Mataku tiba- tiba terasa perih aku tidak menginginkan ini terjadi. Air mataku menetes butir demi butir, tak bisa ku bending lagi dengan memejamkan mata. “ Bener lo Han ? “ ucapan terakhirku sebelum pergi meninggalannya.
Susah, bahkan sangat susah untuk menjadi pengagum rahasia. Setiap hari aku hanya bisa memandang, tidak bisa menyentuh, tapi aku mencintai bahkan mungkin cintaku bukan hanya sekedar untuk Tama dengan segala sifat pengerannya, Aku mencintainya dengan apa adanya dia, bukan dengan dia yang ada segalanya.
Aku mencuci muka di washbasin yang diletakkan di toilet sekolahanku. Tiba- tiba ada seseorang yang mengulurkan satu box tissue, aku berharap itu adalah seorang cowok ganteng yang diam- diam mencintaiku dan sekarang dia muncul karena melihatku bersedih.
Ternyata itu hanya ada di sinetron malam yang romantis. “ Lo enggak papa kan ?” dengan lembut, Hani bertanya kepadaku seakan dia khawatir. Aku menggeleng pelan.
Hani memang begitu, terbuka, jujur apa adanya, cuek, perhatian, dan baik. Dia memelukku dengan hangat, aku bisa merasakan kasih sayang seorang sahabat yang sesungguhnya dari dia.

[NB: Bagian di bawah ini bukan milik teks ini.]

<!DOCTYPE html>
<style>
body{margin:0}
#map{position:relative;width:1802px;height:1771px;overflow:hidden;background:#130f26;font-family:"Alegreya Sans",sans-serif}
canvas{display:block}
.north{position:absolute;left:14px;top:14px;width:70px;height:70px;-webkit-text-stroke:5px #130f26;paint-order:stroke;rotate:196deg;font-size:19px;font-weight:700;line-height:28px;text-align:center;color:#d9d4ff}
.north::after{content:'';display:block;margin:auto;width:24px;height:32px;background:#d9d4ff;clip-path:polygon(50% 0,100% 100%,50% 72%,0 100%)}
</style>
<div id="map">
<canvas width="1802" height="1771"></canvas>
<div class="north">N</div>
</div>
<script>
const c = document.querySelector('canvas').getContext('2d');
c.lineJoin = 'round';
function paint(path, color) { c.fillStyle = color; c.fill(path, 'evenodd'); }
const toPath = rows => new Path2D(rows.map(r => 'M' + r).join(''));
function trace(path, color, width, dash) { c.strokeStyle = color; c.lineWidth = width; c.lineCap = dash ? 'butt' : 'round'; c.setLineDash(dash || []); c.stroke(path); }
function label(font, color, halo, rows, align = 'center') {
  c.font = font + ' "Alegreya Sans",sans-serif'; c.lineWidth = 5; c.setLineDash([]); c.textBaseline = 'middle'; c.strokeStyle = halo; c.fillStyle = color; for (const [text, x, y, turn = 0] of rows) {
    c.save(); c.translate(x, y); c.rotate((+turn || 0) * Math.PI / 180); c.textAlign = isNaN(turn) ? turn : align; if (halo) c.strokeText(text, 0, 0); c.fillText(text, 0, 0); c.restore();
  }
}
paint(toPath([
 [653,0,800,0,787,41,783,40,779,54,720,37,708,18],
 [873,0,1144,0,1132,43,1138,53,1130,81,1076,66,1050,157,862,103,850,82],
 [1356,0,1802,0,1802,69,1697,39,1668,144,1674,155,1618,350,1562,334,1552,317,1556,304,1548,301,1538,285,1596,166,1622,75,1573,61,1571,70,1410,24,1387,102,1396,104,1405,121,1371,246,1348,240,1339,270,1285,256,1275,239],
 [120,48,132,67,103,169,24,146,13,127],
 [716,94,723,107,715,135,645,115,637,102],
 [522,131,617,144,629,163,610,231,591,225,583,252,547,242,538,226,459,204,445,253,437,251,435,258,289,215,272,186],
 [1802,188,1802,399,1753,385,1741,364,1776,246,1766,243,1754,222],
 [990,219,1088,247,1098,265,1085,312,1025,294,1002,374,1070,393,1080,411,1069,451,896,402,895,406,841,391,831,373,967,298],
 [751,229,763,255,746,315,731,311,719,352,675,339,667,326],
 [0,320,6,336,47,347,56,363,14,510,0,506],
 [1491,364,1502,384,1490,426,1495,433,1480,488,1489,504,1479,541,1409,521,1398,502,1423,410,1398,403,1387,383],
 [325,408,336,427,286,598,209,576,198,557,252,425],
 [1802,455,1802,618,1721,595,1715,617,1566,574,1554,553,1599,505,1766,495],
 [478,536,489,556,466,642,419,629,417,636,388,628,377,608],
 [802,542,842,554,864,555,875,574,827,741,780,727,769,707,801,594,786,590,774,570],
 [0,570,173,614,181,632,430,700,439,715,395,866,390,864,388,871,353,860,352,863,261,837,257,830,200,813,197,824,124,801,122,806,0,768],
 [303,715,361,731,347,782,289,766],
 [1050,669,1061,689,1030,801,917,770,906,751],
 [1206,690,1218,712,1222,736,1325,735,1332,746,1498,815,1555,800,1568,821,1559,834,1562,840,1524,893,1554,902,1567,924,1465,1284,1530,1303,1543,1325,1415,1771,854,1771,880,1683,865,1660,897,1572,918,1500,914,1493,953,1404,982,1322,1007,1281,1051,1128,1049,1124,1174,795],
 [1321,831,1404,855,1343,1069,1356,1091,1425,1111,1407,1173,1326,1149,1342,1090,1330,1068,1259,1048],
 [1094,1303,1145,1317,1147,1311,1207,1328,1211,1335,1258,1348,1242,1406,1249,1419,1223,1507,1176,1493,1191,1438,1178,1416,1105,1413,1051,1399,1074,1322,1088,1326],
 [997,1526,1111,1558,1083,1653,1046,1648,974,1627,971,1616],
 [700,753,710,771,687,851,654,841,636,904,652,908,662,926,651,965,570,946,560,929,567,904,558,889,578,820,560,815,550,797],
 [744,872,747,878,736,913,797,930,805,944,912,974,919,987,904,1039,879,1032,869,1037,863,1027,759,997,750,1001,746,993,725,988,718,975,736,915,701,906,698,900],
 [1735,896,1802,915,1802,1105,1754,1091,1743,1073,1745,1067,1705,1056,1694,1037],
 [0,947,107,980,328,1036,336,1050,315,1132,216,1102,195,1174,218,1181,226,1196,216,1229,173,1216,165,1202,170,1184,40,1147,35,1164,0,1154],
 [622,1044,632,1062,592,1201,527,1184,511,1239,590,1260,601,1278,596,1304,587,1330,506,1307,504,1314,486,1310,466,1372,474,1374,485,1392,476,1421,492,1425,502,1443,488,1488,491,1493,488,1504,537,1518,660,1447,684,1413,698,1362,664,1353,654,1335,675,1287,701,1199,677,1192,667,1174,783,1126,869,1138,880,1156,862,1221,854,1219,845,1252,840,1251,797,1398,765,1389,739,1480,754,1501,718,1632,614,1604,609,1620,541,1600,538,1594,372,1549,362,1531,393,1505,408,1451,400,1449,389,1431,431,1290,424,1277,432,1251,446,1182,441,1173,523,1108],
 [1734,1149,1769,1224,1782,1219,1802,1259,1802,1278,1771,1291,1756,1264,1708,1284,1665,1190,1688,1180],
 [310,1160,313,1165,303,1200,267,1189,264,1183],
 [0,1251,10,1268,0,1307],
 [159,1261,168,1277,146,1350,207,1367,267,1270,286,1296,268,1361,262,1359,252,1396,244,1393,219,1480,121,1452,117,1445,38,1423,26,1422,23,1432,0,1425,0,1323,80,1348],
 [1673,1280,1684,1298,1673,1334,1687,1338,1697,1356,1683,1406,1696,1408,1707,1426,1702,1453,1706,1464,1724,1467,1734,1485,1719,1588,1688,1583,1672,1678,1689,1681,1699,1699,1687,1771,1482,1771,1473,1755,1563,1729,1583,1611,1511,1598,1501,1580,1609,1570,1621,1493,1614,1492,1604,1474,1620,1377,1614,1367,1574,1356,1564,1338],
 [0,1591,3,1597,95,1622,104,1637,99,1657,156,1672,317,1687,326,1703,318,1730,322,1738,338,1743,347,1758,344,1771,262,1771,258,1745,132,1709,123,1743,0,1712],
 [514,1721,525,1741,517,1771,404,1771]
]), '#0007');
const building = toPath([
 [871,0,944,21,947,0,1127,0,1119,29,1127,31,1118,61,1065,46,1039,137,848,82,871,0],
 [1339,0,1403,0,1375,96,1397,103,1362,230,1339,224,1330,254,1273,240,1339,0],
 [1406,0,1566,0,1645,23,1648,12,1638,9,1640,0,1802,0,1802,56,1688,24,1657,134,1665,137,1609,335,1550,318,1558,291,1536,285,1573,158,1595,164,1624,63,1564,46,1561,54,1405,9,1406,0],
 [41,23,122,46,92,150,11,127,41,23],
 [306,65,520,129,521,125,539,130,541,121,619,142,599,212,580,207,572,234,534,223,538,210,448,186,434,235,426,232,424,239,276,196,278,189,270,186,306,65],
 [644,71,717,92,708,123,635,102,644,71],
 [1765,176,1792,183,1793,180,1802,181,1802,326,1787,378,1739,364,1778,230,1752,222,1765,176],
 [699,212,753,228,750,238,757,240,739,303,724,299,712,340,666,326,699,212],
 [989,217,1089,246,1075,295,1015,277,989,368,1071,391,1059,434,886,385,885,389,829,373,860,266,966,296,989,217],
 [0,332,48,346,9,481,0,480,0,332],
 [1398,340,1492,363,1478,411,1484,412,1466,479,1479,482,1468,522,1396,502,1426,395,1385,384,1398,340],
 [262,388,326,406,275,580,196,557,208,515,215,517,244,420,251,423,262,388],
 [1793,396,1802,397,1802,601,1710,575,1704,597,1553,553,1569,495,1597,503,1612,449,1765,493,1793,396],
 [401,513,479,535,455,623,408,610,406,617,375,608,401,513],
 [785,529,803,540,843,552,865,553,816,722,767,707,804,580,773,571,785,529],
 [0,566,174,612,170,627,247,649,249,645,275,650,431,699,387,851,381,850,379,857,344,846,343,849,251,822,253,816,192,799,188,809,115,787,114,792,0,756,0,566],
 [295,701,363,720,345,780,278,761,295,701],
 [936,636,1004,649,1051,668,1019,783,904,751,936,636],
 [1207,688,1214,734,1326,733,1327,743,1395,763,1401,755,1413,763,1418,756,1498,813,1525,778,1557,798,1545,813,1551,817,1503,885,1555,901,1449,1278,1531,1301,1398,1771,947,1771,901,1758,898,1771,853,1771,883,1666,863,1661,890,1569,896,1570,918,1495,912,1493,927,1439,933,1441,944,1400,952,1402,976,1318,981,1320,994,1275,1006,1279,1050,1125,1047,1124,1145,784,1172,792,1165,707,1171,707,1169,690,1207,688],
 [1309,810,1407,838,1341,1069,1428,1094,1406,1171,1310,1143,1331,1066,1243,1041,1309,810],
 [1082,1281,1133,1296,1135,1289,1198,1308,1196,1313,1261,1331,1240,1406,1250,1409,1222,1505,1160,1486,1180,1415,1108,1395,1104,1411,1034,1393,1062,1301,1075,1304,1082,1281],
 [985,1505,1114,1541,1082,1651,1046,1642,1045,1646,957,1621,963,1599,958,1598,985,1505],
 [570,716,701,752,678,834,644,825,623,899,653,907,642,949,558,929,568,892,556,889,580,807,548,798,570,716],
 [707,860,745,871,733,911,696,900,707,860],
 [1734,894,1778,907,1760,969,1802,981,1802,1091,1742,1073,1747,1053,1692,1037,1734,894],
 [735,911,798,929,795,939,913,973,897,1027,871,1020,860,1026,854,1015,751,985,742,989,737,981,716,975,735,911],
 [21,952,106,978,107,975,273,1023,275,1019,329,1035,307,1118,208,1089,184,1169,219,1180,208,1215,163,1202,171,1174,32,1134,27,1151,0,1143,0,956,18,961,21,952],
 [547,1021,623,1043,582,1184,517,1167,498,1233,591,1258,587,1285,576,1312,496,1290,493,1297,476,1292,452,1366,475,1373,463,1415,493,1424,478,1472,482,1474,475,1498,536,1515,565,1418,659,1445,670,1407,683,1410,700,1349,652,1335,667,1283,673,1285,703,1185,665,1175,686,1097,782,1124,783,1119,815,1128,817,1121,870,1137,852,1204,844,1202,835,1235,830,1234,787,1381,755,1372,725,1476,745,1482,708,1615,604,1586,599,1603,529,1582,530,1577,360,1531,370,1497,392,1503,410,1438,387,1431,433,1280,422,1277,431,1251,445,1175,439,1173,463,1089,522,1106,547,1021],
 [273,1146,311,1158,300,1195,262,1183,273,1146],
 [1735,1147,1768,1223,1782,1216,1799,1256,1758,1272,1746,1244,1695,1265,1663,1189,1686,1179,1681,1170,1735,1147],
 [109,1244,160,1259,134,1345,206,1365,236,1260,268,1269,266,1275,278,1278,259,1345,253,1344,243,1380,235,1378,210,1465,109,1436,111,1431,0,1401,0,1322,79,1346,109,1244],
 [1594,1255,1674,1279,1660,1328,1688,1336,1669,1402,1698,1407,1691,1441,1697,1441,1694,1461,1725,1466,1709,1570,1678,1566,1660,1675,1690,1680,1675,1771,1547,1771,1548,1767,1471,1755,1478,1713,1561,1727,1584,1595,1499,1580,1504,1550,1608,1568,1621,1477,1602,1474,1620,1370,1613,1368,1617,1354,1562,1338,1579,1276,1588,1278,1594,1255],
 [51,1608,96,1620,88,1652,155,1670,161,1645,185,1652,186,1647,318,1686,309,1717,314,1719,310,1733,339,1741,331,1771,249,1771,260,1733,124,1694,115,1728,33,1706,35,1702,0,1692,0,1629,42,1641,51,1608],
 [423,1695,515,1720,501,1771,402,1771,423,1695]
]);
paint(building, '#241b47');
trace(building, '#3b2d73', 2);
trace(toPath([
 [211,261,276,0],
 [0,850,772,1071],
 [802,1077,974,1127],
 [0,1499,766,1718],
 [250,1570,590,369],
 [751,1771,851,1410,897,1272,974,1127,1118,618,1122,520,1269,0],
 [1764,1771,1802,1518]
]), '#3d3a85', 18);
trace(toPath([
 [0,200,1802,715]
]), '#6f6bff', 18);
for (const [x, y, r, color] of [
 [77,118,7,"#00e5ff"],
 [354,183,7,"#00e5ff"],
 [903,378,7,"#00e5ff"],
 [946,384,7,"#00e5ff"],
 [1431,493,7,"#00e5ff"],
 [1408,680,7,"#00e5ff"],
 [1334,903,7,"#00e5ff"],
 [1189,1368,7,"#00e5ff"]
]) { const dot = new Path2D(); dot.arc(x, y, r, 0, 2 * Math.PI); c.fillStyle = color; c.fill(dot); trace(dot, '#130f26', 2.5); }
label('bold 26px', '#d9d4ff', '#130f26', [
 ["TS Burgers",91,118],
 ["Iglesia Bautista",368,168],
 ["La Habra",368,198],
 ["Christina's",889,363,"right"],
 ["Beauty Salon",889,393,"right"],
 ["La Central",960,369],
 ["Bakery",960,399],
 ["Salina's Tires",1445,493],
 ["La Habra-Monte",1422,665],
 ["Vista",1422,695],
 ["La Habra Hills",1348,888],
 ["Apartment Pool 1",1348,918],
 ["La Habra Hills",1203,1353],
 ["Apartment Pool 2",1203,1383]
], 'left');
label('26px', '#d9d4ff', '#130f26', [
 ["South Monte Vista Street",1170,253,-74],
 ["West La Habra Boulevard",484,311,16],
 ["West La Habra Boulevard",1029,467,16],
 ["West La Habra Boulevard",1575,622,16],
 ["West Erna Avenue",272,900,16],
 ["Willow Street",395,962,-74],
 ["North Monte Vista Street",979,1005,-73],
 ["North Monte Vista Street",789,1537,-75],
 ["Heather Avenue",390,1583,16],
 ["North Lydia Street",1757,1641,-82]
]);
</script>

 “ Lo kenapa ? Lagian lo sendiri kan yang nyuruh gue buat merahasiakan perasaan lo itu, harusnya lo bisa terus terang “
“ Tapi gue malu kalo harus ngomong apa adanya tentang perasaan gue ke Tama. Emangnya boleh seorang cewek ngomong perasaannya ke cowok ?” aku protes ke Hani tentang ucapannya yang baru beberapa detik yang lalu masih menggema di telingaku.
“ Boleh, Tama kan salah satu cowok yang lumayan oke di sekolahan ini, pasti banyak yang suka sama dia. Nah, salah satu cara yang dipake cewek agar perasaannya tersampaikan adalah dengan mengungkapkannya langsung “ dia mulai ceramah.
Hani itu orang yang tipe bicaranya panjang, tapi tidak cerewet dan gaya bicaranya pun tidak ceplas- ceplos. Dia selalu memfilter dulu apa yang ada di pikirannya sebelum di ungkapkan lewat kata- kata. Seorang yang bijak dan penuh pertimbangan. Mungkin, Hani cocok untuk menjadi polisi bagian penyelidikan.
“ Iya gue tau, yaudah lah. Yuk kita pulang !” ajakku.
Aku dan Hani segera menuju parkiran. Baru aja mau buka pintu mobil, Karin memanggil kami dari kejauhan. Suaranya khas, jadi aku sangat mudah untuk menghafalnya dan memang sudah tidak asing lagi ditelinga.
“ Friends, sorry ya gue enggak bisa pulang bareng kalian. Lain kali aja yaaa “ dia berbicara sambil senyum manis, dan menggandeng Tama yang sekarang menjadi pacarnya. Lidahku kelu, enggak bisa mengungkapkan. Aku kaget lihat mereka, cowok yang aku cintai jalan sama sahabat aku sendiri, rasanya itu asem- asem gimana gitu.
“ Yaudah sana kalo mau pulang, atau malah sekalian jalan sama Tama, sekalian aja sana kalian di lem biar lengket, enggak bisa dipisahin. Lagian gue juga enggak ajak lo biar pulang bareng kok. Sok penting banget sih lo! “ ucapku dari hati dan masih tertahan di tenggorokan.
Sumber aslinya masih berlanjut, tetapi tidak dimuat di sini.